■ **Input material**:
--------

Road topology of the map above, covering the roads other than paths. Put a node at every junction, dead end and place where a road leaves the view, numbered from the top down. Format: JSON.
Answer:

--------

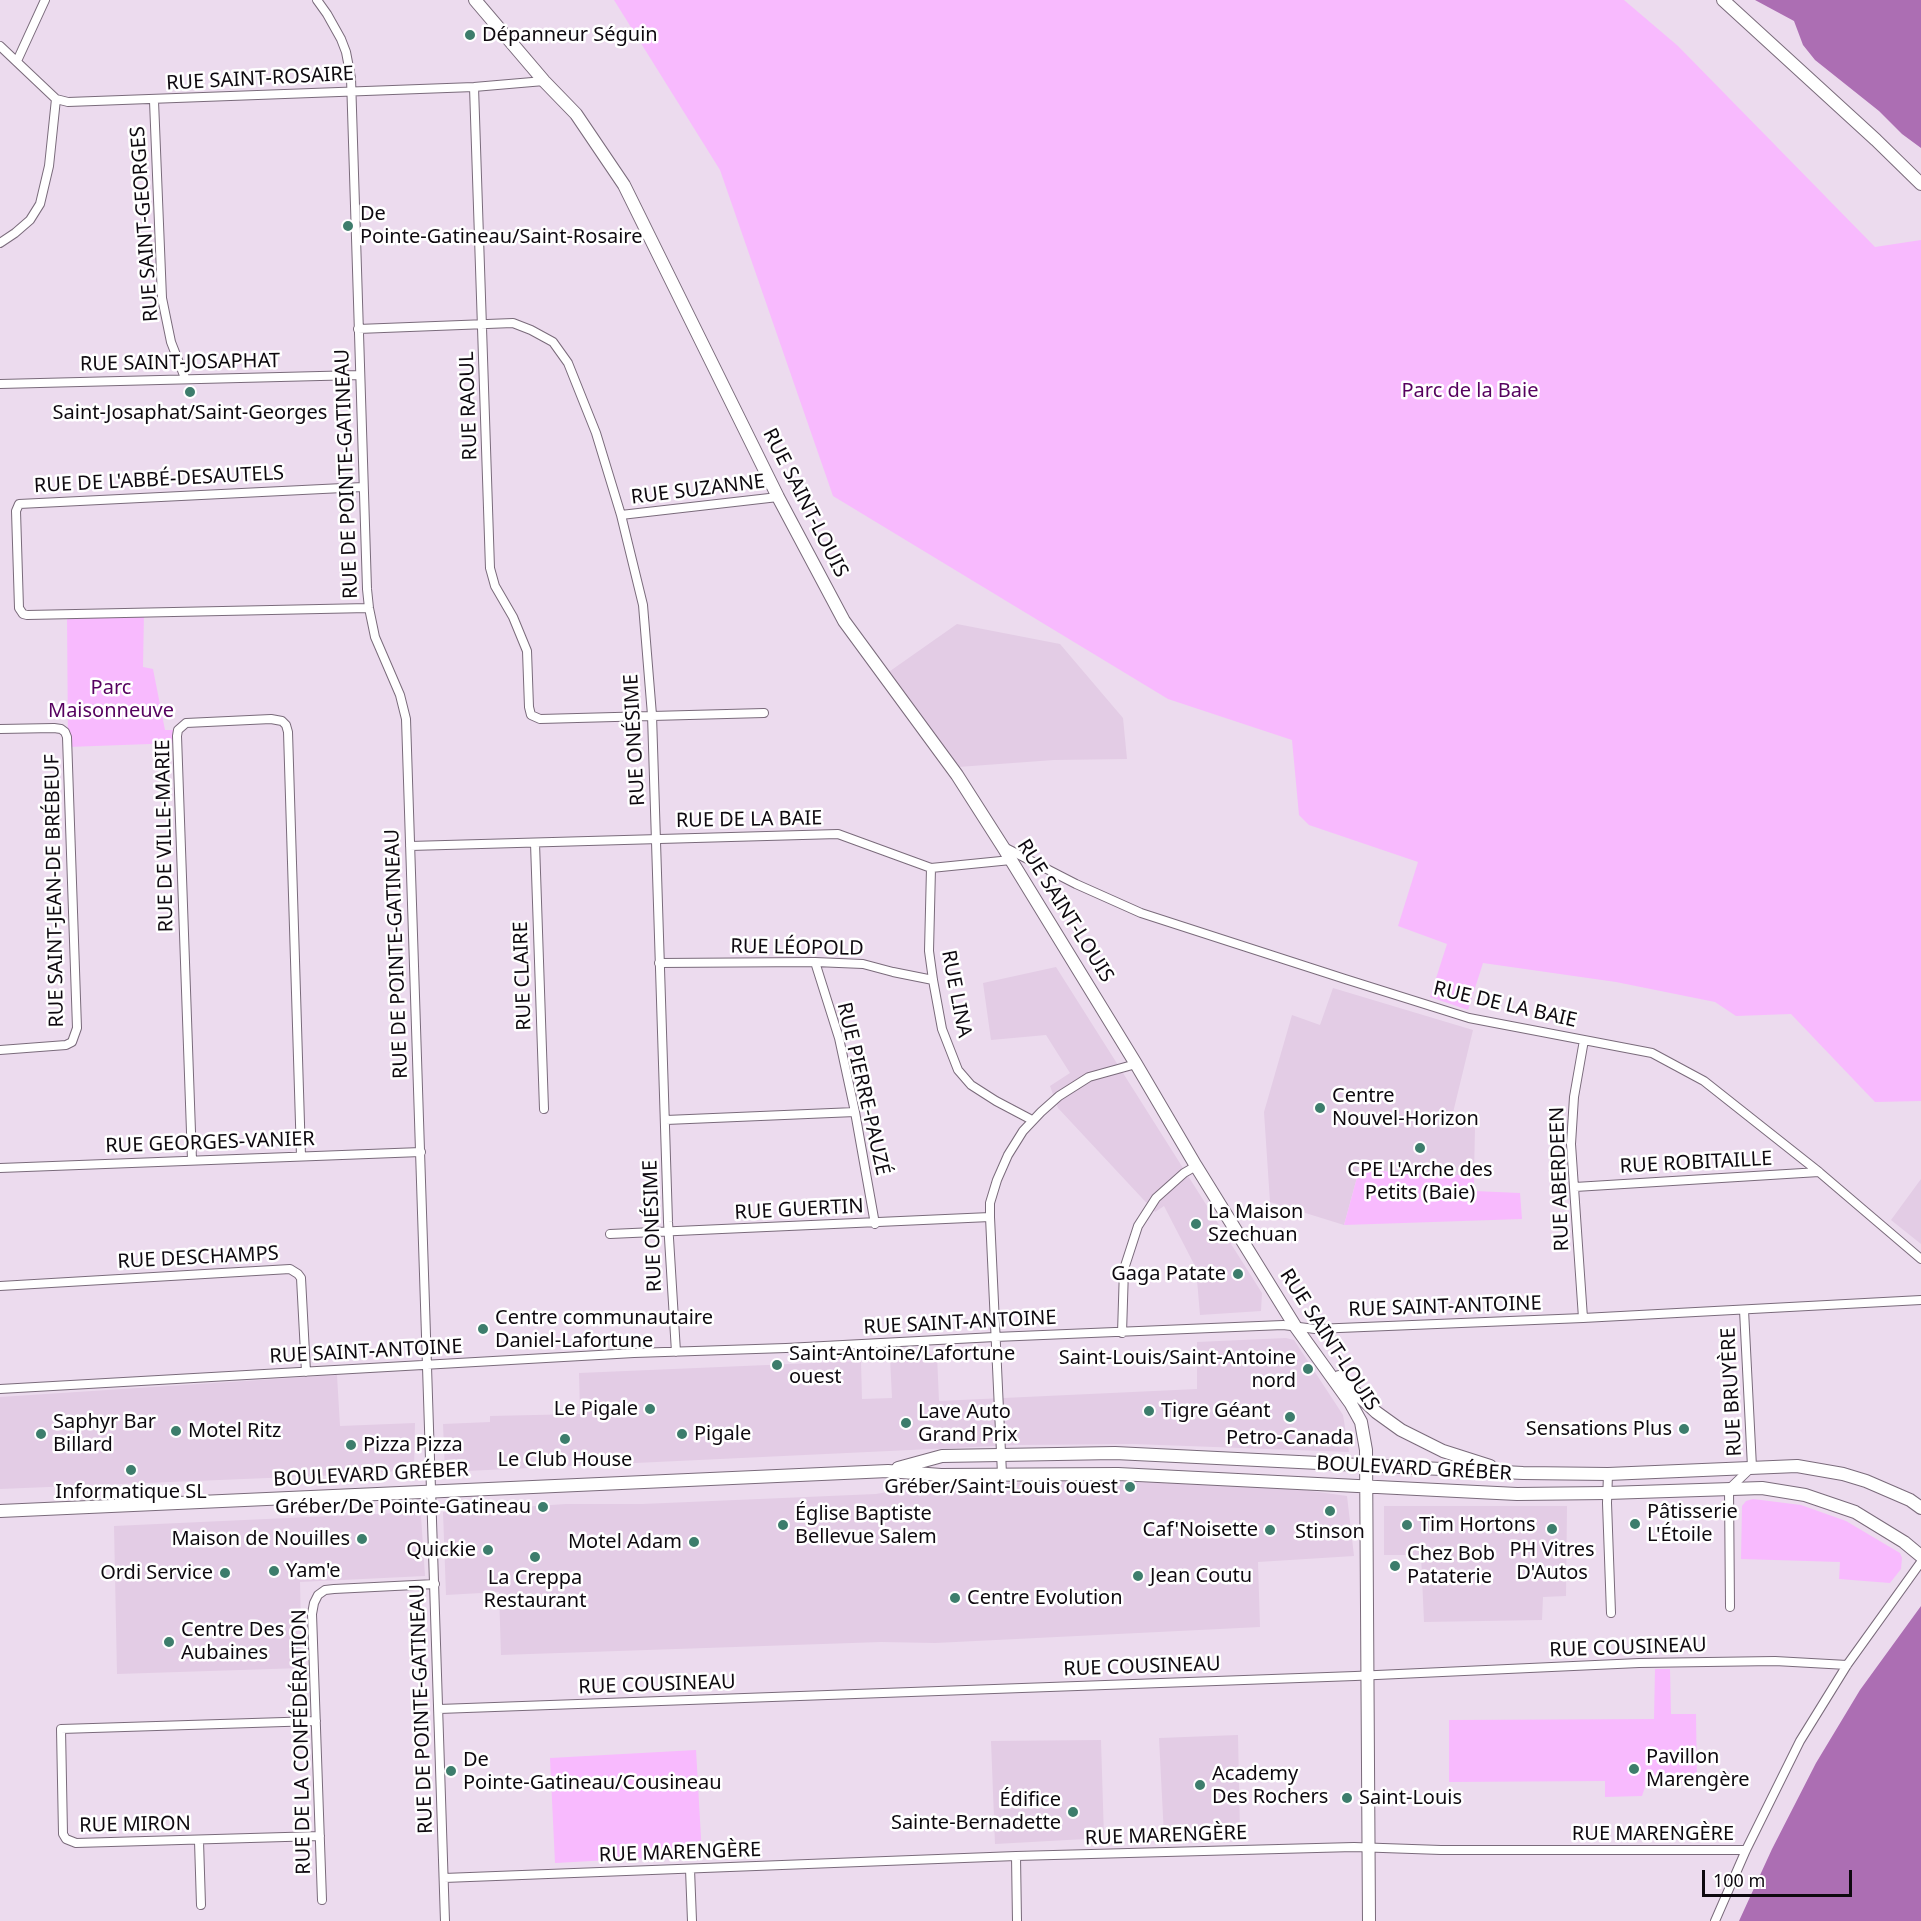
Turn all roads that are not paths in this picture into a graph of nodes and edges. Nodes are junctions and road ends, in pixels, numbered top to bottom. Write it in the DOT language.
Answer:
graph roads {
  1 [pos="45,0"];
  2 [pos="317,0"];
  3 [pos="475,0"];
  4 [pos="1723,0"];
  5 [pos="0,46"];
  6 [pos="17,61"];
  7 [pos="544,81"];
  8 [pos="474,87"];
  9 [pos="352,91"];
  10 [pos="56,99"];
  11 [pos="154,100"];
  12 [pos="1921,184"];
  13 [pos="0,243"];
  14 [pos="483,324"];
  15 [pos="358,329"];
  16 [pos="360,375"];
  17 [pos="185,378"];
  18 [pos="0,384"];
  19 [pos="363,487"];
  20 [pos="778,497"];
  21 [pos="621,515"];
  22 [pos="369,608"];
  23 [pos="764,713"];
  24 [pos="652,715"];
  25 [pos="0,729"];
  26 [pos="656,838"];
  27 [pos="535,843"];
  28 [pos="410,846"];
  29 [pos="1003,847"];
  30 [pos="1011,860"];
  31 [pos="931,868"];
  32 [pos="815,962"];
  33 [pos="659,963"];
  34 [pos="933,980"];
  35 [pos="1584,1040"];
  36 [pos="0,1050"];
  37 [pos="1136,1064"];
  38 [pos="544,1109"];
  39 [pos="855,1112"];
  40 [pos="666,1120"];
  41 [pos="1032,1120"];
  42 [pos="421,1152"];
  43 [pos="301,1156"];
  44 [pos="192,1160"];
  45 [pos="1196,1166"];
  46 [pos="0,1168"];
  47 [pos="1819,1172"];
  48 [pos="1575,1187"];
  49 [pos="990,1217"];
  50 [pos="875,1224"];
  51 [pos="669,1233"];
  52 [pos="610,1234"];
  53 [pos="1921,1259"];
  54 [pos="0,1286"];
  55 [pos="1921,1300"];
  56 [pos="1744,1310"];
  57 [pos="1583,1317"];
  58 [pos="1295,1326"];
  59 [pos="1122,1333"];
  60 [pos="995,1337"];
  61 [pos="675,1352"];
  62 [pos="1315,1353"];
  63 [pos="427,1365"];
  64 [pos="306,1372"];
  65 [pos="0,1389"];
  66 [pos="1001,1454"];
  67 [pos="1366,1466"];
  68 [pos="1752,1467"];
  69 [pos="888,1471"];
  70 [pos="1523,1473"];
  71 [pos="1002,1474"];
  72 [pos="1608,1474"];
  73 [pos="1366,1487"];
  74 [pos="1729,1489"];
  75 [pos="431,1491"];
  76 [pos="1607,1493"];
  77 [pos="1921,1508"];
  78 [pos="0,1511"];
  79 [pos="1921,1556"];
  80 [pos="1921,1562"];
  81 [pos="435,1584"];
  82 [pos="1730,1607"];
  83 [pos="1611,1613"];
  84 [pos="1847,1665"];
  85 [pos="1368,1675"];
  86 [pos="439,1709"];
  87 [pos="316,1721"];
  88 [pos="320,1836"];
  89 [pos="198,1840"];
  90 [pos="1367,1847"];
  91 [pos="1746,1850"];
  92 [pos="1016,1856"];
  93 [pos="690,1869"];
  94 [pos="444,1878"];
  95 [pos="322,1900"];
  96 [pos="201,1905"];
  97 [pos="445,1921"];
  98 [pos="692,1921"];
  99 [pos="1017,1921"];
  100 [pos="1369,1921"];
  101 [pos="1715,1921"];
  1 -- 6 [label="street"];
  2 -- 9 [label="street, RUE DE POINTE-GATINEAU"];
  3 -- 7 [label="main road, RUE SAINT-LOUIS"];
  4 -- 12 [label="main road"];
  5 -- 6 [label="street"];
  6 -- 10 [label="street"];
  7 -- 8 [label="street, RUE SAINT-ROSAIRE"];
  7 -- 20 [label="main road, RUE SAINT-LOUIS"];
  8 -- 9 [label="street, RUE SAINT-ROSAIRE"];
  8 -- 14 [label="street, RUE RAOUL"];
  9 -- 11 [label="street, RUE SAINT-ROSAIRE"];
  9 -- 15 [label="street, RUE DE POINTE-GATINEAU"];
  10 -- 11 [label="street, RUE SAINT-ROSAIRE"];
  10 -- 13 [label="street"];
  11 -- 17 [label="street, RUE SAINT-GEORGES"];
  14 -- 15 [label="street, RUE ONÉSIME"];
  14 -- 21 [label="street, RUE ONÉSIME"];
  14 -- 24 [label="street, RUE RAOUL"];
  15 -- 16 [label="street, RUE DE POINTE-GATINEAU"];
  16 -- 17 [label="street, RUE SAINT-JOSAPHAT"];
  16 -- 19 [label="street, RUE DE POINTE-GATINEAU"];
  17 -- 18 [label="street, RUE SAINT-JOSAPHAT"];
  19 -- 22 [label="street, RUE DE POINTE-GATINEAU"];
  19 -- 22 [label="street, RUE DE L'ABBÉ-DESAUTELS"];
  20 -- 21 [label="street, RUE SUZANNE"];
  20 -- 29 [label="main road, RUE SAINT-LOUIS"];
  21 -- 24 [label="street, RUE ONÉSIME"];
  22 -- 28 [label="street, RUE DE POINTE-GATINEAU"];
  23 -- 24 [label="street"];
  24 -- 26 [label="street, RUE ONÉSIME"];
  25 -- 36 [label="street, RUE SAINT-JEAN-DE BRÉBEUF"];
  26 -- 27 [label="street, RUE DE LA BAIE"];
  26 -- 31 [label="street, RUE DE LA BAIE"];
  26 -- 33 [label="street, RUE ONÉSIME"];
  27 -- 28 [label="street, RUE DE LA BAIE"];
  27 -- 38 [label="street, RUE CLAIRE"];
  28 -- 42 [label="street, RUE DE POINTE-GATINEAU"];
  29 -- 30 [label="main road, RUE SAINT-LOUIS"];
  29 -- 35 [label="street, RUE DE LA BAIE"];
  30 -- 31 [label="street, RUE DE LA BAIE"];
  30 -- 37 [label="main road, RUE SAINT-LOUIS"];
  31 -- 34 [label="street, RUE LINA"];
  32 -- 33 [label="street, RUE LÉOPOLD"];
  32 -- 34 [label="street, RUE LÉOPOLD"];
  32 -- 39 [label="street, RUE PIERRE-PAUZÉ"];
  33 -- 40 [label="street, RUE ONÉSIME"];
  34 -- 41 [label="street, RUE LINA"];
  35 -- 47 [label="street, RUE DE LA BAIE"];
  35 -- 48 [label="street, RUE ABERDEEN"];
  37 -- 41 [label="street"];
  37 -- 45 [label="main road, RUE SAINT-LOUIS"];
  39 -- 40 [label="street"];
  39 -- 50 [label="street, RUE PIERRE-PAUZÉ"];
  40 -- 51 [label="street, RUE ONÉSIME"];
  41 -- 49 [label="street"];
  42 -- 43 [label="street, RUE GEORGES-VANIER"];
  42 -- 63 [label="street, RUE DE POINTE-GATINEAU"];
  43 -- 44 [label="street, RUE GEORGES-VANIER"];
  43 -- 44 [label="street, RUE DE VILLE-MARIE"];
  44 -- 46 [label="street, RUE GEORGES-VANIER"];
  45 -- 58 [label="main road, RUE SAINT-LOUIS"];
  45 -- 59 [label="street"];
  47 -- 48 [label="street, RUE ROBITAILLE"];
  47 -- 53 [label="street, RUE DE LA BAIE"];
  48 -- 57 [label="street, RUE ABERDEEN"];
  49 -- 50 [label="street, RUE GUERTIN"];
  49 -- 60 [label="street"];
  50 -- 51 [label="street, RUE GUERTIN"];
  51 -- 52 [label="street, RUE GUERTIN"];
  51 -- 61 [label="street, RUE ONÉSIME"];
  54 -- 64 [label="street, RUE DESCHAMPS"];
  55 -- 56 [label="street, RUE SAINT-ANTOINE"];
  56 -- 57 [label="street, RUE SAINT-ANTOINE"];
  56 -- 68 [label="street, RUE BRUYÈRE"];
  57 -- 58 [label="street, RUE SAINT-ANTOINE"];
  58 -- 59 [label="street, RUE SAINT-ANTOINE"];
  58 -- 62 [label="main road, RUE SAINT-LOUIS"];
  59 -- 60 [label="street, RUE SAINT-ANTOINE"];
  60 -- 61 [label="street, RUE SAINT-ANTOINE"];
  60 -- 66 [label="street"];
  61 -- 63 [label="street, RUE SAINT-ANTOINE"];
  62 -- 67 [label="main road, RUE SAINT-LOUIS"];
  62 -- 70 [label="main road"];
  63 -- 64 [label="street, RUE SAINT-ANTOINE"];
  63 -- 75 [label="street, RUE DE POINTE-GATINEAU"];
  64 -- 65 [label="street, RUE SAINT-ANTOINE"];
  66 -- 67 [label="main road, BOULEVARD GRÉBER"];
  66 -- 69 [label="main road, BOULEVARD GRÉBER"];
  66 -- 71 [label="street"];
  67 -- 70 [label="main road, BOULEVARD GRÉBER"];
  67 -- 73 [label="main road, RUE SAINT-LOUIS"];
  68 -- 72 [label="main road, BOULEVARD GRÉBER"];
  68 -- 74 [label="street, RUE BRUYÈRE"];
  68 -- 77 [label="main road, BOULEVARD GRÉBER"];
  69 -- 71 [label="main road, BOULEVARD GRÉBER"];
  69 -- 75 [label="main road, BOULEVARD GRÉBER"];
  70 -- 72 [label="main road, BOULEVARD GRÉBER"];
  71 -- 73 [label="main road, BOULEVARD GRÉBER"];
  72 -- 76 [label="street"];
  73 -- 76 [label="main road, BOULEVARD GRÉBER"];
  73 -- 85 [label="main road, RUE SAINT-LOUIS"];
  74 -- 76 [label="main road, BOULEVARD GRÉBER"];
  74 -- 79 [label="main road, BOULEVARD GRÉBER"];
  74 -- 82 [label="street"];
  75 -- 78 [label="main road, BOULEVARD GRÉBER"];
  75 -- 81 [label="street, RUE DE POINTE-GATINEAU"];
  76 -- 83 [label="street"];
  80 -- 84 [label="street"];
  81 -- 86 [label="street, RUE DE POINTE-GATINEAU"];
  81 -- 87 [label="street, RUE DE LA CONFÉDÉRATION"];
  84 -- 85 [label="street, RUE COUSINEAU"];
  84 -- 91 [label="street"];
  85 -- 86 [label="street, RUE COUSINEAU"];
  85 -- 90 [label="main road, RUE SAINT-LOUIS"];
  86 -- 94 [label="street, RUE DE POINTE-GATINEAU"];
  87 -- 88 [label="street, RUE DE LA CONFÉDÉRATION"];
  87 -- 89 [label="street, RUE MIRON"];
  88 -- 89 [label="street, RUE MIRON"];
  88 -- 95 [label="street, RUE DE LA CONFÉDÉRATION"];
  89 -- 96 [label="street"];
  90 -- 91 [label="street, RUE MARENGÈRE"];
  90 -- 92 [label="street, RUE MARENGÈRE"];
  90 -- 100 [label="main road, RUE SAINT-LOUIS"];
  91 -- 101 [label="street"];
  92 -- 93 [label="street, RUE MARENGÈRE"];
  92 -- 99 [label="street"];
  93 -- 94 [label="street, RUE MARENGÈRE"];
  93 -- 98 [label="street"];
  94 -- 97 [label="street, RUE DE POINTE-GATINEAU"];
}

--------

Match on "paths" and copy out every line of the entries that contains it.

Road topology of the map above, covering the roads other than paths. Put a node at every junction, dead end and place where a road leaves the view, numbered from the top down. Format: JSON.
Turn all roads that are not paths in this picture into a graph of nodes and edges. Nodes are junctions and road ends, in pixels, numbered top to bottom. Write it in the DOT language.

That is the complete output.